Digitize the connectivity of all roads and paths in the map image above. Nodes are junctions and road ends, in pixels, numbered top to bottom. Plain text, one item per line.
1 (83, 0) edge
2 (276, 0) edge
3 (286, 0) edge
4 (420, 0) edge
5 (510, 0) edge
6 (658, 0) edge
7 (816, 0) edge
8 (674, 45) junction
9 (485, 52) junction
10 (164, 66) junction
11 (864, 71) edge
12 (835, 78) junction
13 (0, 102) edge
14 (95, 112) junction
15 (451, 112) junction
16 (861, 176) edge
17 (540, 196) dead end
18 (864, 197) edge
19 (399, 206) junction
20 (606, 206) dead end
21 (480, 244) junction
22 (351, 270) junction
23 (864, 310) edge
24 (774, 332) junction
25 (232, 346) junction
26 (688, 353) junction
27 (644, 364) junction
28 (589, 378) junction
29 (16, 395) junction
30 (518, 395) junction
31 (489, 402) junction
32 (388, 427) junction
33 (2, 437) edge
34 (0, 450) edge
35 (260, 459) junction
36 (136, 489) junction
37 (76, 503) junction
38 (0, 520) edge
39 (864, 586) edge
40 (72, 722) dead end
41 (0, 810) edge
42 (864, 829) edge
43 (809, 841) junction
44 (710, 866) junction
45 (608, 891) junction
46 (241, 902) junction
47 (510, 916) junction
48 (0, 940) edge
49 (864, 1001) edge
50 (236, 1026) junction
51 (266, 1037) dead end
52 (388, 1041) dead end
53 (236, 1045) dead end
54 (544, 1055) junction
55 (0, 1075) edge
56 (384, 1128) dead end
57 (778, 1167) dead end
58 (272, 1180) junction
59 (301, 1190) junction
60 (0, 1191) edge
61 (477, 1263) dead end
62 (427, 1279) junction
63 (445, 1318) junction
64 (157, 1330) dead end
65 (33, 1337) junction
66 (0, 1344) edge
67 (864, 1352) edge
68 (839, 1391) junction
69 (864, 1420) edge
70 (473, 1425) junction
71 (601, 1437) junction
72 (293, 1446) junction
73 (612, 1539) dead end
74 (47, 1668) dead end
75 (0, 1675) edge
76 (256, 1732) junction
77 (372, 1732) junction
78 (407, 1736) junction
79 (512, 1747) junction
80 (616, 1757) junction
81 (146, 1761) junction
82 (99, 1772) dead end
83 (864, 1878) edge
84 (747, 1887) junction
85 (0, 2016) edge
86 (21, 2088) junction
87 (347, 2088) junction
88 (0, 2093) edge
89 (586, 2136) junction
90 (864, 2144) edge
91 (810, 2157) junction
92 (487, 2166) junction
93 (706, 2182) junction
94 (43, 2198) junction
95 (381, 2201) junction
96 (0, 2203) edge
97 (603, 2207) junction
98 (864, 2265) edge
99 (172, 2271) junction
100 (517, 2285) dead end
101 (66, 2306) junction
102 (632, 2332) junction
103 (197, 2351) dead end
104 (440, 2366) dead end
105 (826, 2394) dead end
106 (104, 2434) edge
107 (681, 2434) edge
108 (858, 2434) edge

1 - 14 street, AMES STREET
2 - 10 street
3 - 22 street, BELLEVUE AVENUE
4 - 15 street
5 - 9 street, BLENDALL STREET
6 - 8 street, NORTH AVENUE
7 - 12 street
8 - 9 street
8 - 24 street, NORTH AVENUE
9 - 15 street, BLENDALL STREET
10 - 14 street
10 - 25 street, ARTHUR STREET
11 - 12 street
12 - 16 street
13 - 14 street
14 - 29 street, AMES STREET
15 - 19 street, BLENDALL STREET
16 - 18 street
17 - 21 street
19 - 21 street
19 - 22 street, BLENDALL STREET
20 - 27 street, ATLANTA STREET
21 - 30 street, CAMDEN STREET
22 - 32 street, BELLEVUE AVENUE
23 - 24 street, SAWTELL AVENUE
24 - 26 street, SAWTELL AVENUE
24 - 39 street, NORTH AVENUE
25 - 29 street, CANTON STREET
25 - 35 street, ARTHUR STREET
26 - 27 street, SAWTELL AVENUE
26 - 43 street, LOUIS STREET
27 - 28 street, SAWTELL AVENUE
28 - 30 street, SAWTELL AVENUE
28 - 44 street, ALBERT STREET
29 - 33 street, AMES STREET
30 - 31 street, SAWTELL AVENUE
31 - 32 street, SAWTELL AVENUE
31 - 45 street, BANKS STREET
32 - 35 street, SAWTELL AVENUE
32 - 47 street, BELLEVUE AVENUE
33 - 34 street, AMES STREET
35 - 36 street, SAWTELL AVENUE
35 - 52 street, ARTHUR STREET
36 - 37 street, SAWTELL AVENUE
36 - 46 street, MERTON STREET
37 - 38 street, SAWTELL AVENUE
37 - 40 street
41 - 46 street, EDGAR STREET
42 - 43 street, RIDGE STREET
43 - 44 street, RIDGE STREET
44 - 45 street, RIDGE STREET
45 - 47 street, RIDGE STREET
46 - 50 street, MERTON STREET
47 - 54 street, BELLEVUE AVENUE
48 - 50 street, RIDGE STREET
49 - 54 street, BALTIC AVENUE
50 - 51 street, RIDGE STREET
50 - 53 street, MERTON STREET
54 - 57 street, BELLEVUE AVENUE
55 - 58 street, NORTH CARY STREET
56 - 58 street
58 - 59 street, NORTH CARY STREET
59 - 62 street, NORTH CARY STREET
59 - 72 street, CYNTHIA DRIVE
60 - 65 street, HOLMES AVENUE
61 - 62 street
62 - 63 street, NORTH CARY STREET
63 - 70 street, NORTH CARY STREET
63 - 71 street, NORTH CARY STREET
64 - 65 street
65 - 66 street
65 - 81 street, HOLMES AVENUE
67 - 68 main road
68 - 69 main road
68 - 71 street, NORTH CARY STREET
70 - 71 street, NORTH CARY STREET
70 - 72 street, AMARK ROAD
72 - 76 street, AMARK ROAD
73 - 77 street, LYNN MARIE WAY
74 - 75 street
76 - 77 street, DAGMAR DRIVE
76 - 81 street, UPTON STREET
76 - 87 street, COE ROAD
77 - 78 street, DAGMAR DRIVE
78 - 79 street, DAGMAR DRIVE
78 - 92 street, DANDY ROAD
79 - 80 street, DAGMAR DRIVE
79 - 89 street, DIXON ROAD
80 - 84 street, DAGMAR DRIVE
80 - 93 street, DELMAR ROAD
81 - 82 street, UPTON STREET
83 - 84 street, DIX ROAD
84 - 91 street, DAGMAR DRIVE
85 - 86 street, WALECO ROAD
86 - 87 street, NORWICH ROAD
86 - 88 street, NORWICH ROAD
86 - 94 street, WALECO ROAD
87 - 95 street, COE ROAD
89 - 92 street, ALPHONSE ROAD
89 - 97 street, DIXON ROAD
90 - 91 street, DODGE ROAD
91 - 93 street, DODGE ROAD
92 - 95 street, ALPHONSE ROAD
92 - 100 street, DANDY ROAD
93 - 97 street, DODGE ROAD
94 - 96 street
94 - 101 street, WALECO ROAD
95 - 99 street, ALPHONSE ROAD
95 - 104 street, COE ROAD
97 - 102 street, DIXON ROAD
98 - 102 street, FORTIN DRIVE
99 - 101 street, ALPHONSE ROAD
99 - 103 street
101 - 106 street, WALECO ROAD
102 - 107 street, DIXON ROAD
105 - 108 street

──────

- [Try it]:
Word for word, restate each of the records above.

- [Your response]:
Digitize the connectivity of all roads and paths in the map image above. Nodes are junctions and road ends, in pixels, numbered top to bottom. Plain text, one item per line.
1 (83, 0) edge
2 (276, 0) edge
3 (286, 0) edge
4 (420, 0) edge
5 (510, 0) edge
6 (658, 0) edge
7 (816, 0) edge
8 (674, 45) junction
9 (485, 52) junction
10 (164, 66) junction
11 (864, 71) edge
12 (835, 78) junction
13 (0, 102) edge
14 (95, 112) junction
15 (451, 112) junction
16 (861, 176) edge
17 (540, 196) dead end
18 (864, 197) edge
19 (399, 206) junction
20 (606, 206) dead end
21 (480, 244) junction
22 (351, 270) junction
23 (864, 310) edge
24 (774, 332) junction
25 (232, 346) junction
26 (688, 353) junction
27 (644, 364) junction
28 (589, 378) junction
29 (16, 395) junction
30 (518, 395) junction
31 (489, 402) junction
32 (388, 427) junction
33 (2, 437) edge
34 (0, 450) edge
35 (260, 459) junction
36 (136, 489) junction
37 (76, 503) junction
38 (0, 520) edge
39 (864, 586) edge
40 (72, 722) dead end
41 (0, 810) edge
42 (864, 829) edge
43 (809, 841) junction
44 (710, 866) junction
45 (608, 891) junction
46 (241, 902) junction
47 (510, 916) junction
48 (0, 940) edge
49 (864, 1001) edge
50 (236, 1026) junction
51 (266, 1037) dead end
52 (388, 1041) dead end
53 (236, 1045) dead end
54 (544, 1055) junction
55 (0, 1075) edge
56 (384, 1128) dead end
57 (778, 1167) dead end
58 (272, 1180) junction
59 (301, 1190) junction
60 (0, 1191) edge
61 (477, 1263) dead end
62 (427, 1279) junction
63 (445, 1318) junction
64 (157, 1330) dead end
65 (33, 1337) junction
66 (0, 1344) edge
67 (864, 1352) edge
68 (839, 1391) junction
69 (864, 1420) edge
70 (473, 1425) junction
71 (601, 1437) junction
72 (293, 1446) junction
73 (612, 1539) dead end
74 (47, 1668) dead end
75 (0, 1675) edge
76 (256, 1732) junction
77 (372, 1732) junction
78 (407, 1736) junction
79 (512, 1747) junction
80 (616, 1757) junction
81 (146, 1761) junction
82 (99, 1772) dead end
83 (864, 1878) edge
84 (747, 1887) junction
85 (0, 2016) edge
86 (21, 2088) junction
87 (347, 2088) junction
88 (0, 2093) edge
89 (586, 2136) junction
90 (864, 2144) edge
91 (810, 2157) junction
92 (487, 2166) junction
93 (706, 2182) junction
94 (43, 2198) junction
95 (381, 2201) junction
96 (0, 2203) edge
97 (603, 2207) junction
98 (864, 2265) edge
99 (172, 2271) junction
100 (517, 2285) dead end
101 (66, 2306) junction
102 (632, 2332) junction
103 (197, 2351) dead end
104 (440, 2366) dead end
105 (826, 2394) dead end
106 (104, 2434) edge
107 (681, 2434) edge
108 (858, 2434) edge

1 - 14 street, AMES STREET
2 - 10 street
3 - 22 street, BELLEVUE AVENUE
4 - 15 street
5 - 9 street, BLENDALL STREET
6 - 8 street, NORTH AVENUE
7 - 12 street
8 - 9 street
8 - 24 street, NORTH AVENUE
9 - 15 street, BLENDALL STREET
10 - 14 street
10 - 25 street, ARTHUR STREET
11 - 12 street
12 - 16 street
13 - 14 street
14 - 29 street, AMES STREET
15 - 19 street, BLENDALL STREET
16 - 18 street
17 - 21 street
19 - 21 street
19 - 22 street, BLENDALL STREET
20 - 27 street, ATLANTA STREET
21 - 30 street, CAMDEN STREET
22 - 32 street, BELLEVUE AVENUE
23 - 24 street, SAWTELL AVENUE
24 - 26 street, SAWTELL AVENUE
24 - 39 street, NORTH AVENUE
25 - 29 street, CANTON STREET
25 - 35 street, ARTHUR STREET
26 - 27 street, SAWTELL AVENUE
26 - 43 street, LOUIS STREET
27 - 28 street, SAWTELL AVENUE
28 - 30 street, SAWTELL AVENUE
28 - 44 street, ALBERT STREET
29 - 33 street, AMES STREET
30 - 31 street, SAWTELL AVENUE
31 - 32 street, SAWTELL AVENUE
31 - 45 street, BANKS STREET
32 - 35 street, SAWTELL AVENUE
32 - 47 street, BELLEVUE AVENUE
33 - 34 street, AMES STREET
35 - 36 street, SAWTELL AVENUE
35 - 52 street, ARTHUR STREET
36 - 37 street, SAWTELL AVENUE
36 - 46 street, MERTON STREET
37 - 38 street, SAWTELL AVENUE
37 - 40 street
41 - 46 street, EDGAR STREET
42 - 43 street, RIDGE STREET
43 - 44 street, RIDGE STREET
44 - 45 street, RIDGE STREET
45 - 47 street, RIDGE STREET
46 - 50 street, MERTON STREET
47 - 54 street, BELLEVUE AVENUE
48 - 50 street, RIDGE STREET
49 - 54 street, BALTIC AVENUE
50 - 51 street, RIDGE STREET
50 - 53 street, MERTON STREET
54 - 57 street, BELLEVUE AVENUE
55 - 58 street, NORTH CARY STREET
56 - 58 street
58 - 59 street, NORTH CARY STREET
59 - 62 street, NORTH CARY STREET
59 - 72 street, CYNTHIA DRIVE
60 - 65 street, HOLMES AVENUE
61 - 62 street
62 - 63 street, NORTH CARY STREET
63 - 70 street, NORTH CARY STREET
63 - 71 street, NORTH CARY STREET
64 - 65 street
65 - 66 street
65 - 81 street, HOLMES AVENUE
67 - 68 main road
68 - 69 main road
68 - 71 street, NORTH CARY STREET
70 - 71 street, NORTH CARY STREET
70 - 72 street, AMARK ROAD
72 - 76 street, AMARK ROAD
73 - 77 street, LYNN MARIE WAY
74 - 75 street
76 - 77 street, DAGMAR DRIVE
76 - 81 street, UPTON STREET
76 - 87 street, COE ROAD
77 - 78 street, DAGMAR DRIVE
78 - 79 street, DAGMAR DRIVE
78 - 92 street, DANDY ROAD
79 - 80 street, DAGMAR DRIVE
79 - 89 street, DIXON ROAD
80 - 84 street, DAGMAR DRIVE
80 - 93 street, DELMAR ROAD
81 - 82 street, UPTON STREET
83 - 84 street, DIX ROAD
84 - 91 street, DAGMAR DRIVE
85 - 86 street, WALECO ROAD
86 - 87 street, NORWICH ROAD
86 - 88 street, NORWICH ROAD
86 - 94 street, WALECO ROAD
87 - 95 street, COE ROAD
89 - 92 street, ALPHONSE ROAD
89 - 97 street, DIXON ROAD
90 - 91 street, DODGE ROAD
91 - 93 street, DODGE ROAD
92 - 95 street, ALPHONSE ROAD
92 - 100 street, DANDY ROAD
93 - 97 street, DODGE ROAD
94 - 96 street
94 - 101 street, WALECO ROAD
95 - 99 street, ALPHONSE ROAD
95 - 104 street, COE ROAD
97 - 102 street, DIXON ROAD
98 - 102 street, FORTIN DRIVE
99 - 101 street, ALPHONSE ROAD
99 - 103 street
101 - 106 street, WALECO ROAD
102 - 107 street, DIXON ROAD
105 - 108 street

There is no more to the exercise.